On Mon, Nov 24, 2014 at 7:45 AM, John Clark <[email protected]> wrote:

>
> > A.I. is no closer than  it was 20 or 30 or 40 years ago.
>>
>
> Of one thing I am certain, someday computers will become more intelligent
> than any human who ever lived using any measure of intelligence you care to
> name. And I am even more certain that we are 20 years closer to that day
> than we were 20 years ago.
>

I am not opposed to this idea, but as usual the very hard problem of
defining intelligence is hand-waved. I don't even ask for "any measure of
intelligence", I would just ask you to name one.


>
> > But what is new and big is Big Data. But Big Data does not involve
>> theories of A.I. nor efforts. it's about taking very large sets of paired
>> data and converging by some basic rule to a single thing.

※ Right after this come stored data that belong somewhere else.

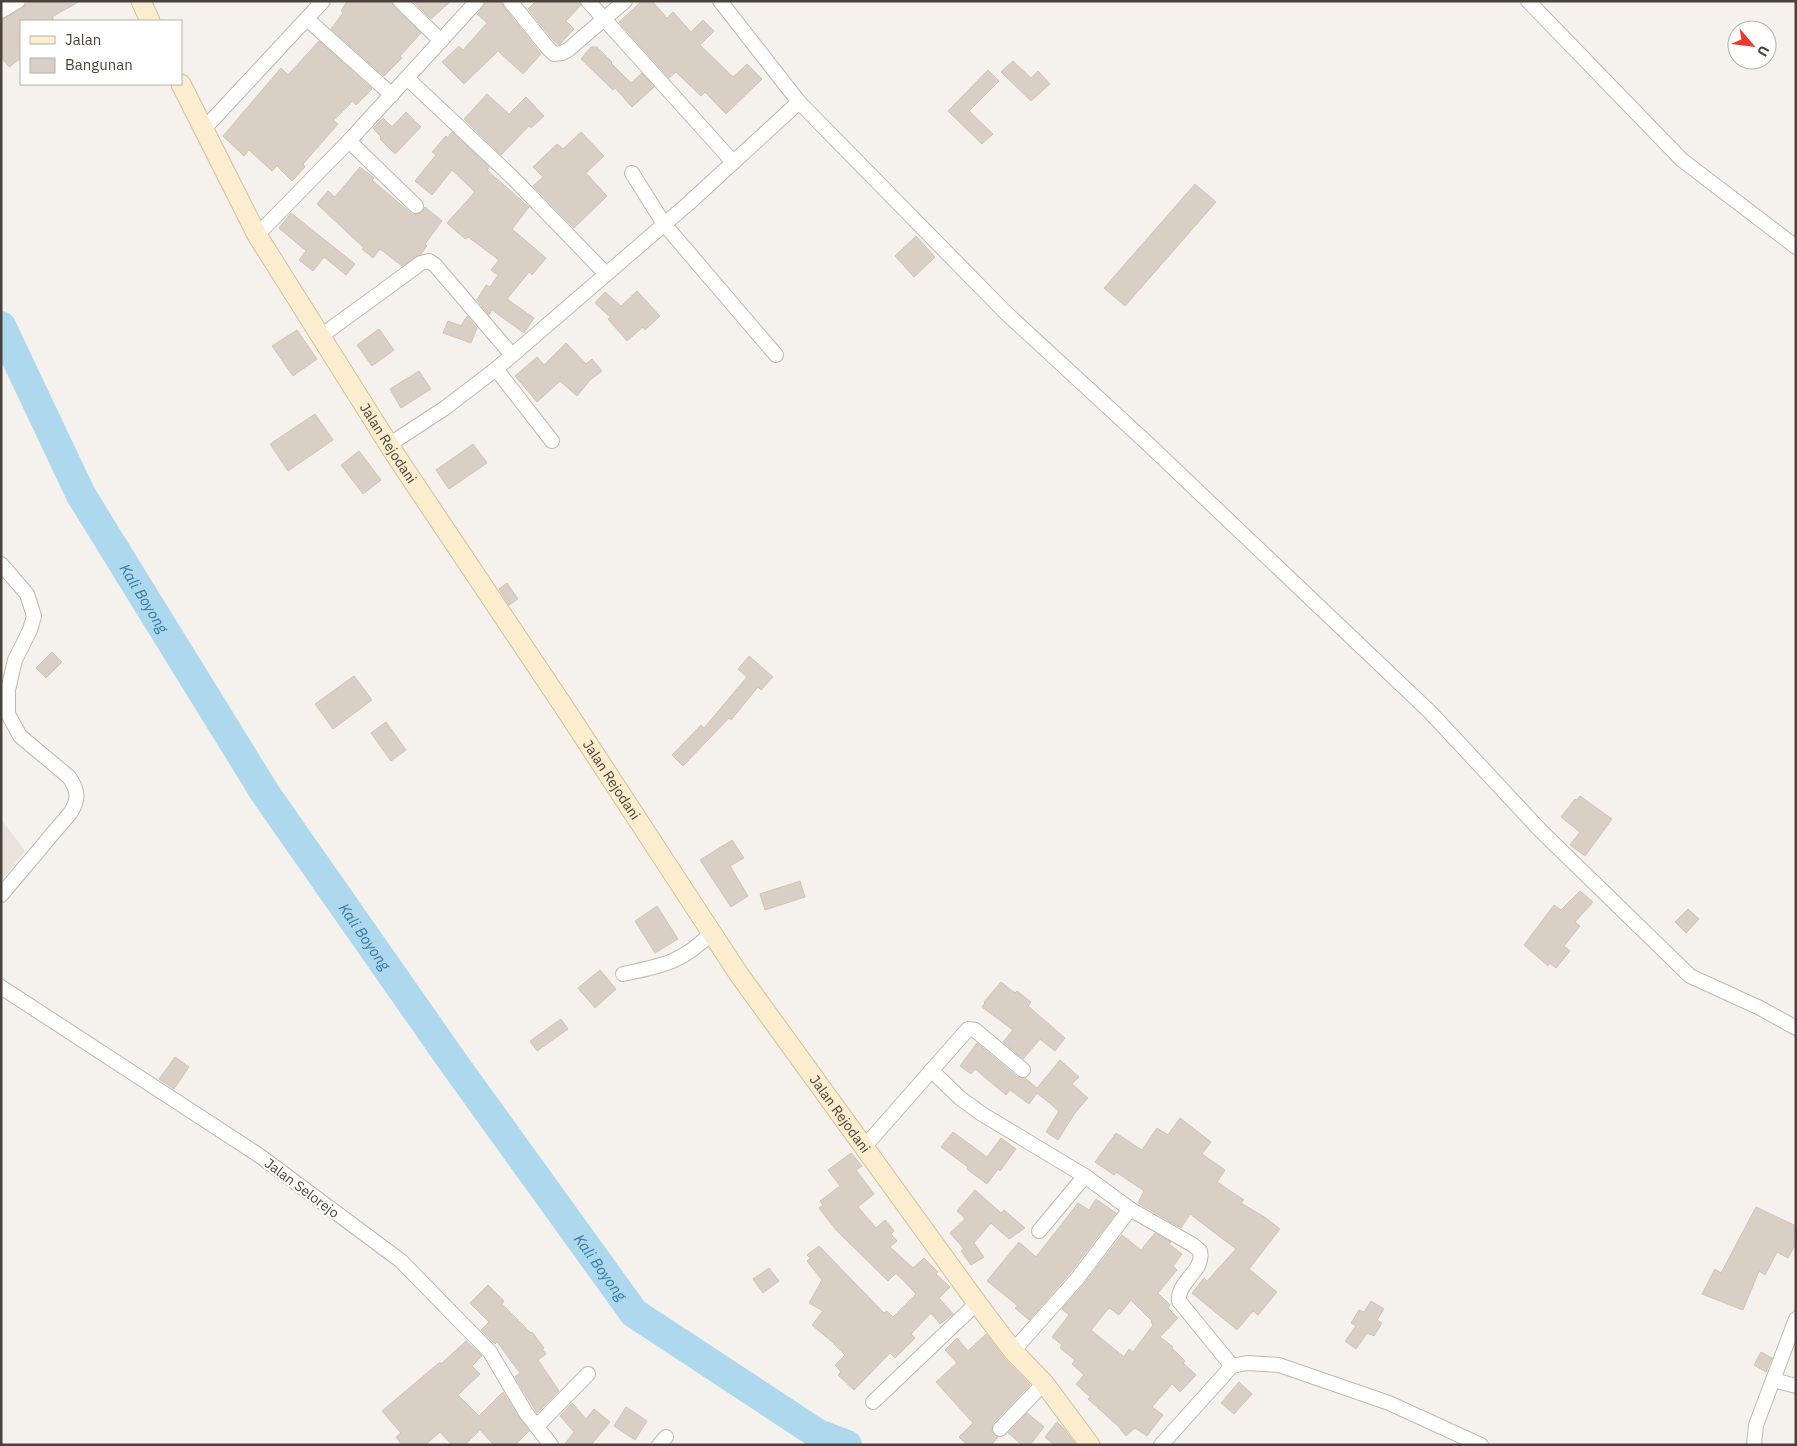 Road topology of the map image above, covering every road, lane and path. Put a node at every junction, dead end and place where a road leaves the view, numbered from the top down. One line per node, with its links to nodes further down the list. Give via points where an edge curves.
1 (18, 1): 11 (street)
2 (141, 1): 14 (main road)
3 (323, 1): 13 (street)
4 (400, 1): 15 (street)
5 (477, 1): 15 (street)
6 (510, 1): 12 (street, via 554,54 568,50)
7 (588, 1): 12 (street)
8 (625, 1): 12 (street)
9 (720, 1): 19 (street)
10 (1528, 1): 27 (street, via 1682,160)
11 (1, 11)
12 (604, 18): 22 (street)
13 (307, 19): 18 (street); 20 (street)
14 (150, 20)
15 (441, 41): 16 (street)
16 (407, 78): 18 (street); 28 (street, via 514,179)
17 (181, 85): 20 (main road, Jalan Rejodani)
18 (392, 95): 21 (street)
19 (798, 102): 22 (street); 40 (street, via 1006,313 1430,712 1542,830 1690,976)
20 (203, 130): 26 (main road, Jalan Rejodani)
21 (349, 141): 24 (street); 26 (street)
22 (733, 162): 25 (street)
23 (632, 173): 25 (street)
24 (416, 206)
25 (664, 224): 28 (street); 31 (street)
26 (257, 235): 29 (main road, Jalan Rejodani)
27 (1796, 247)
28 (606, 274): 30 (street)
29 (321, 336): 30 (street, via 421,263 429,261); 34 (main road, Jalan Rejodani)
30 (512, 355): 32 (street)
31 (776, 355)
32 (496, 369): 33 (street); 34 (street, via 446,408)
33 (552, 441)
34 (390, 444): 37 (main road, Jalan Rejodani)
35 (1, 564): 36 (street, via 27,594 34,616 15,660 8,690 8,714 20,736 69,778 77,794 71,812)
36 (1, 896)
37 (712, 932): 38 (street, via 700,945 676,960); 43 (main road, Jalan Rejodani, via 738,973)
38 (623, 974)
39 (1, 987): 56 (street, Jalan Selorejo, via 260,1156 401,1261 490,1352)
40 (1796, 1028)
41 (931, 1070): 42 (street, via 971,1029); 43 (street); 44 (street, via 982,1114)
42 (1023, 1070)
43 (865, 1146): 47 (main road, Jalan Rejodani)
44 (1085, 1176): 45 (street); 46 (street)
45 (1130, 1209): 49 (street, via 1077,1278); 50 (street, via 1200,1250 1201,1260 1180,1290 1179,1301)
46 (1039, 1231)
47 (977, 1303): 49 (main road, Jalan Rejodani); 55 (street)
48 (1796, 1319): 52 (street)
49 (1013, 1351): 53 (main road, Jalan Rejodani)
50 (1232, 1366): 60 (street); 61 (street, via 1247,1362 1279,1365 1389,1403)
51 (588, 1374): 56 (street)
52 (1773, 1380): 54 (street); 62 (street, via 1756,1425)
53 (1044, 1383): 57 (street); 59 (main road, Jalan Rejodani)
54 (1796, 1386)
55 (872, 1402)
56 (537, 1426): 58 (street, Jalan Selorejo)
57 (1000, 1429)
58 (551, 1445)
59 (1090, 1445)
60 (1161, 1445)
61 (1480, 1445)
62 (1754, 1445) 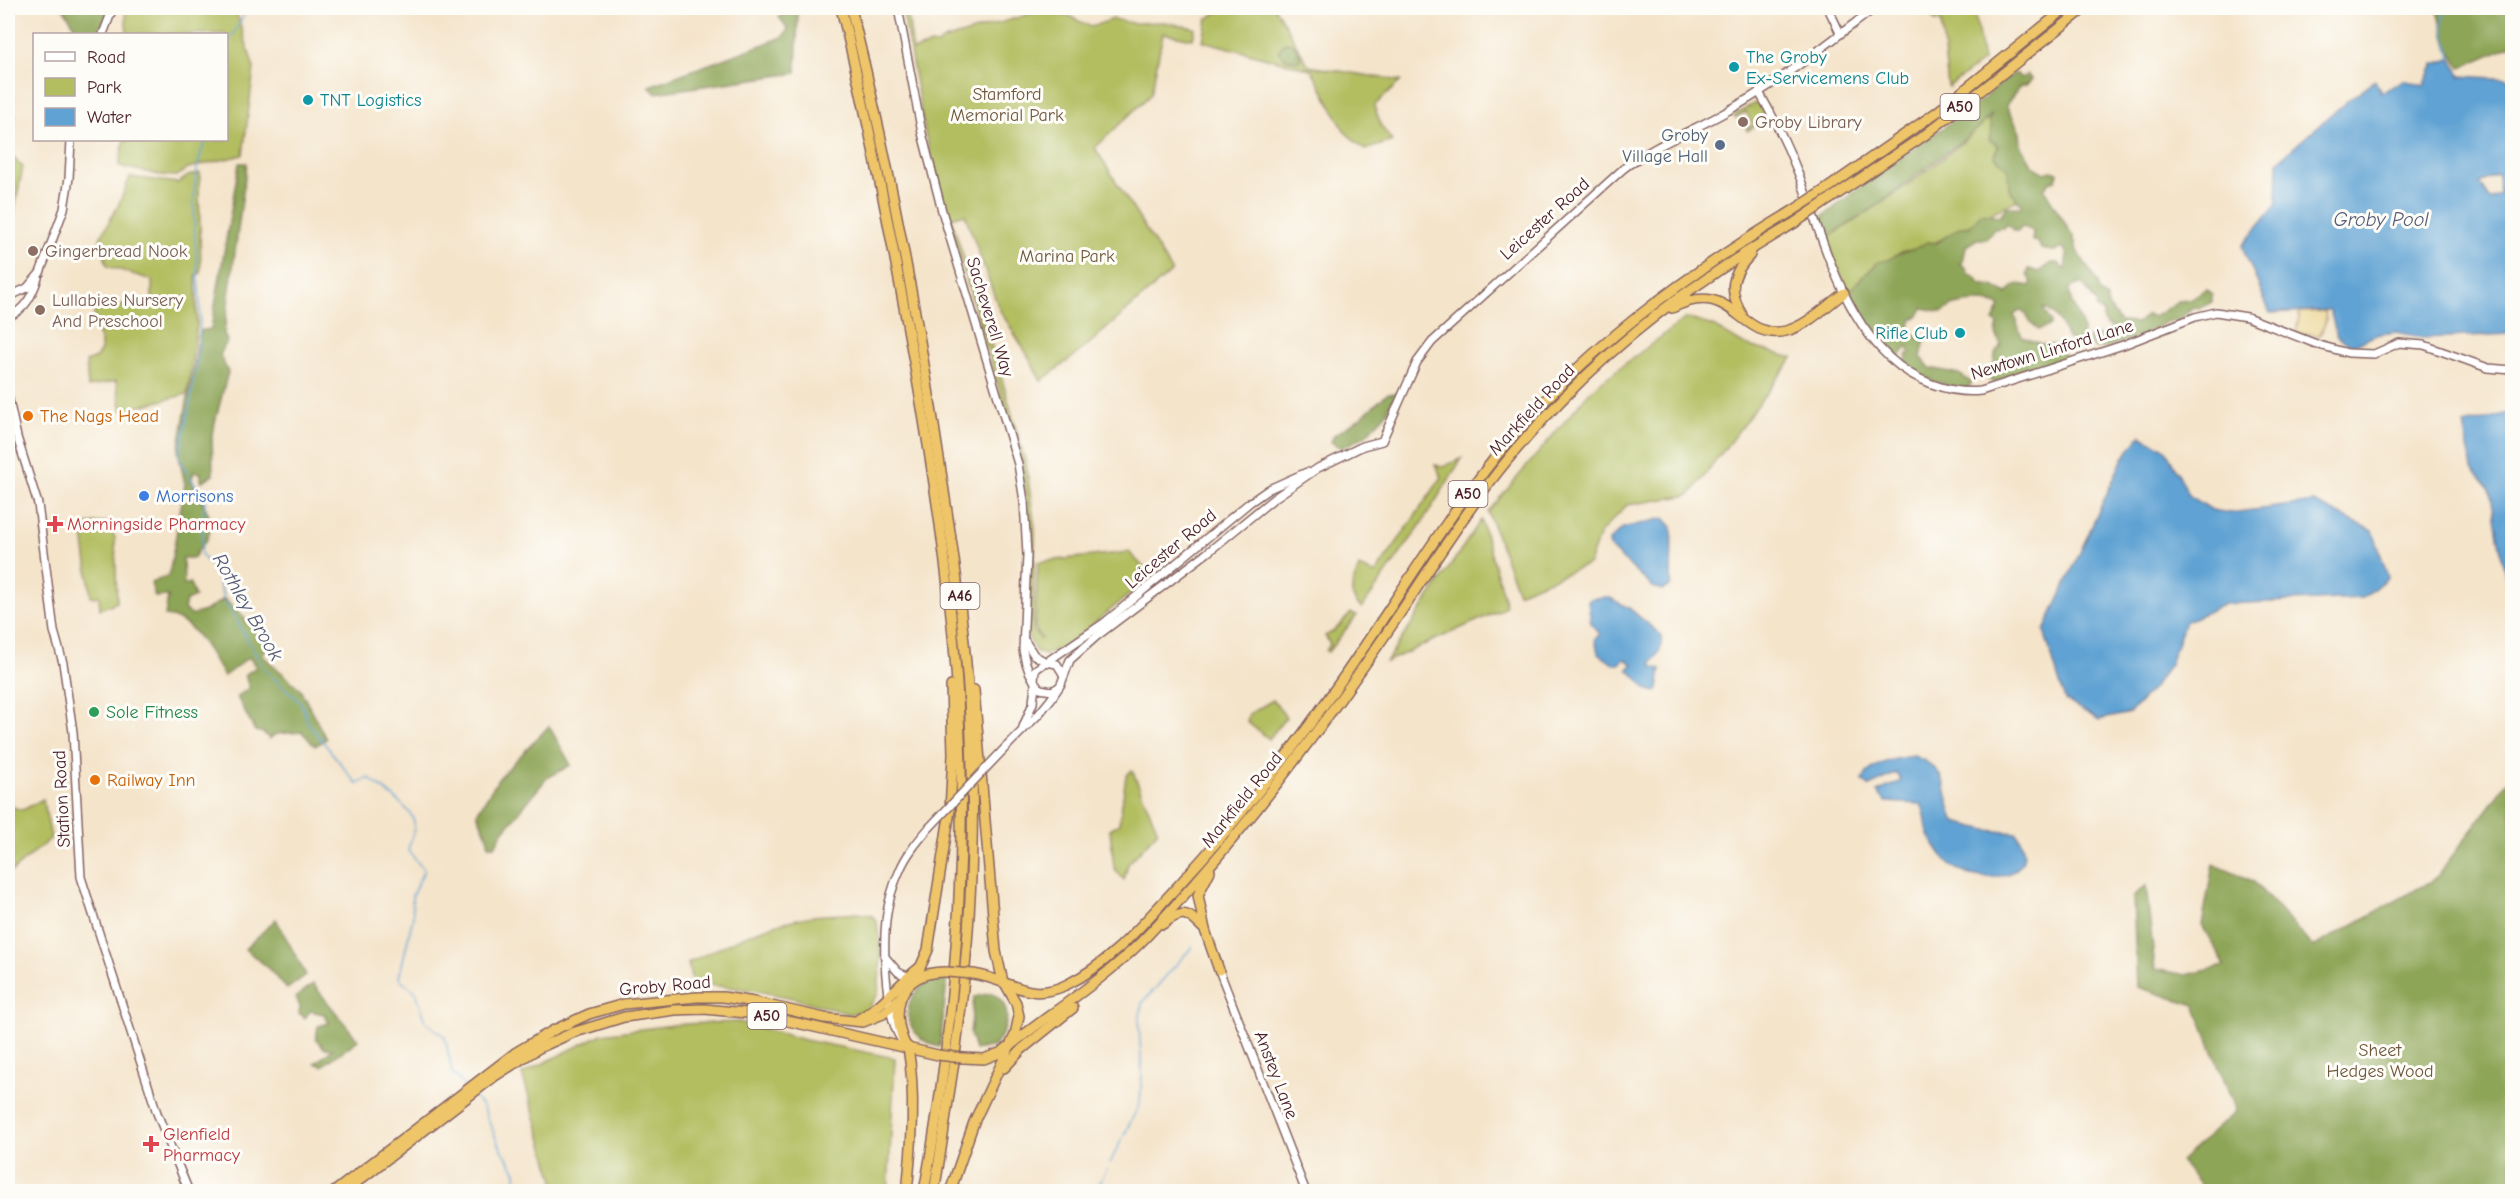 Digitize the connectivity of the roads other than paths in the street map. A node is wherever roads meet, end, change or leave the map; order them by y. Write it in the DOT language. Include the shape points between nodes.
graph roads {
  1 [pos="112,8"];
  2 [pos="841,8"];
  3 [pos="851,8"];
  4 [pos="898,8"];
  5 [pos="1828,8"];
  6 [pos="1875,8"];
  7 [pos="2066,8"];
  8 [pos="2085,8"];
  9 [pos="103,33"];
  10 [pos="1840,33"];
  11 [pos="1759,92"];
  12 [pos="71,141"];
  13 [pos="1761,243"];
  14 [pos="40,273"];
  15 [pos="34,292"];
  16 [pos="1844,293"];
  17 [pos="17,294"];
  18 [pos="8,297"];
  19 [pos="8,317"];
  20 [pos="1653,317"];
  21 [pos="1743,317"];
  22 [pos="2512,370"];
  23 [pos="8,395"];
  24 [pos="1318,468"];
  25 [pos="1281,483"];
  26 [pos="1269,489"];
  27 [pos="1286,490"];
  28 [pos="1273,499"];
  29 [pos="959,590"];
  30 [pos="1024,639"];
  31 [pos="953,648"];
  32 [pos="1047,662"];
  33 [pos="1063,674"];
  34 [pos="1035,682"];
  35 [pos="1057,688"];
  36 [pos="1022,729"];
  37 [pos="1227,847"];
  38 [pos="1205,930"];
  39 [pos="1143,940"];
  40 [pos="886,958"];
  41 [pos="1219,969"];
  42 [pos="912,978"];
  43 [pos="1004,983"];
  44 [pos="889,997"];
  45 [pos="901,997"];
  46 [pos="890,1009"];
  47 [pos="855,1022"];
  48 [pos="906,1045"];
  49 [pos="1010,1045"];
  50 [pos="486,1079"];
  51 [pos="993,1081"];
  52 [pos="459,1100"];
  53 [pos="189,1191"];
  54 [pos="334,1191"];
  55 [pos="344,1191"];
  56 [pos="907,1191"];
  57 [pos="924,1191"];
  58 [pos="934,1191"];
  59 [pos="950,1191"];
  60 [pos="1306,1191"];
  1 -- 9 [label="street"];
  2 -- 31 [label="highway, A46" via="865,106 914,366 932,469"];
  3 -- 29 [label="highway, A46" via="920,333"];
  4 -- 30 [label="street, Sacheverell Way" via="939,200 1018,464 1027,539"];
  5 -- 10 [label="street"];
  6 -- 10 [label="street"];
  7 -- 43 [label="highway, Markfield Road / A50, bridge" via="1937,112 1825,190 1701,268 1601,345 1498,454 1454,512 1343,678 1215,845 1126,940 1085,974 1050,992 1029,992"];
  8 -- 13 [label="highway, Markfield Road / A50, bridge" via="1925,135"];
  10 -- 11 [label="street, Leicester Road"];
  11 -- 16 [label="street, Newtown Linford Lane" via="1797,170"];
  11 -- 24 [label="street, Leicester Road" via="1642,153 1623,169 1432,342 1417,362 1382,441"];
  12 -- 14 [label="street" via="64,209"];
  13 -- 20 [label="highway, Markfield Road / A50"];
  13 -- 21 [label="highway" via="1734,276 1733,294"];
  14 -- 15 [label="street"];
  14 -- 17 [label="street"];
  15 -- 17 [label="street"];
  15 -- 19 [label="street" via="21,310"];
  16 -- 21 [label="highway" via="1787,331 1763,332"];
  16 -- 22 [label="street, Newtown Linford Lane" via="1863,325 1894,363 1926,382 1962,392 1990,388 2216,312 2247,317 2348,353 2374,354 2399,343 2424,345 2488,368"];
  17 -- 18 [label="street"];
  20 -- 21 [label="highway" via="1690,300 1702,299 1720,302"];
  20 -- 37 [label="highway, Markfield Road / A50" via="1588,374 1509,459 1463,519 1323,724"];
  23 -- 53 [label="street, Station Road" via="38,504 54,631 63,663 73,732 81,877 157,1113"];
  24 -- 25 [label="street, Leicester Road"];
  24 -- 27 [label="street, Leicester Road"];
  25 -- 26 [label="street, Leicester Road"];
  25 -- 27 [label="street"];
  26 -- 28 [label="street"];
  26 -- 32 [label="street, Leicester Road" via="1097,629"];
  27 -- 28 [label="street, Leicester Road"];
  28 -- 33 [label="street, Leicester Road" via="1080,651"];
  29 -- 43 [label="highway" via="969,638 996,951"];
  29 -- 58 [label="highway, A46" via="972,757 970,906 960,1030"];
  30 -- 32 [label="street" via="1034,655"];
  30 -- 34 [label="street, Sacheverell Way" via="1025,662"];
  31 -- 42 [label="highway" via="950,810 924,963"];
  31 -- 57 [label="highway, A46" via="961,767 960,891 953,984"];
  32 -- 33 [label="street" via="1057,664"];
  32 -- 34 [label="street" via="1035,669"];
  33 -- 35 [label="street"];
  34 -- 35 [label="street" via="1046,691"];
  34 -- 36 [label="street" via="1033,703"];
  35 -- 36 [label="street" via="1038,715"];
  36 -- 40 [label="street, bridge" via="929,828 900,869 886,921"];
  37 -- 38 [label="highway" via="1198,894"];
  37 -- 39 [label="highway, Markfield Road / A50"];
  38 -- 39 [label="highway" via="1191,916 1181,914"];
  38 -- 41 [label="highway"];
  39 -- 49 [label="highway, Markfield Road / A50" via="1093,985"];
  39 -- 51 [label="highway" via="1107,980 1022,1049"];
  40 -- 42 [label="street" via="892,967"];
  40 -- 44 [label="street"];
  41 -- 60 [label="street, Anstey Lane"];
  42 -- 43 [label="highway, bridge" via="947,972 992,977"];
  42 -- 44 [label="highway"];
  42 -- 45 [label="highway"];
  43 -- 49 [label="highway" via="1017,1003 1016,1035"];
  44 -- 46 [label="street"];
  44 -- 47 [label="highway"];
  45 -- 46 [label="highway, Groby Road / A50"];
  45 -- 48 [label="highway" via="898,1016"];
  46 -- 47 [label="highway, Groby Road / A50" via="871,1020"];
  46 -- 48 [label="street" via="895,1031"];
  47 -- 50 [label="highway, Groby Road / A50" via="723,998 624,1004 554,1030 515,1053"];
  48 -- 49 [label="highway, bridge" via="963,1058 992,1057"];
  48 -- 50 [label="highway, Groby Road / A50" via="757,1014 675,1010 624,1017 572,1033"];
  48 -- 56 [label="highway" via="914,1109"];
  49 -- 51 [label="highway"];
  50 -- 52 [label="highway, Groby Road / A50"];
  51 -- 59 [label="highway"];
  52 -- 54 [label="highway, Groby Road / A50"];
  52 -- 55 [label="highway, Groby Road / A50"];
}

This is how
>> translation services work.
>>
>
> Well... Big Data computers are artificial and good translation requires
> intelligence,  so why in the world isn't that AI.
>

My PhD advisor used to say something along these lines:
All the AI we have so far gives as a little from a lot. The real goal of AI
is to get a lot from a little.

I think he also stole this from someone, not sure who though.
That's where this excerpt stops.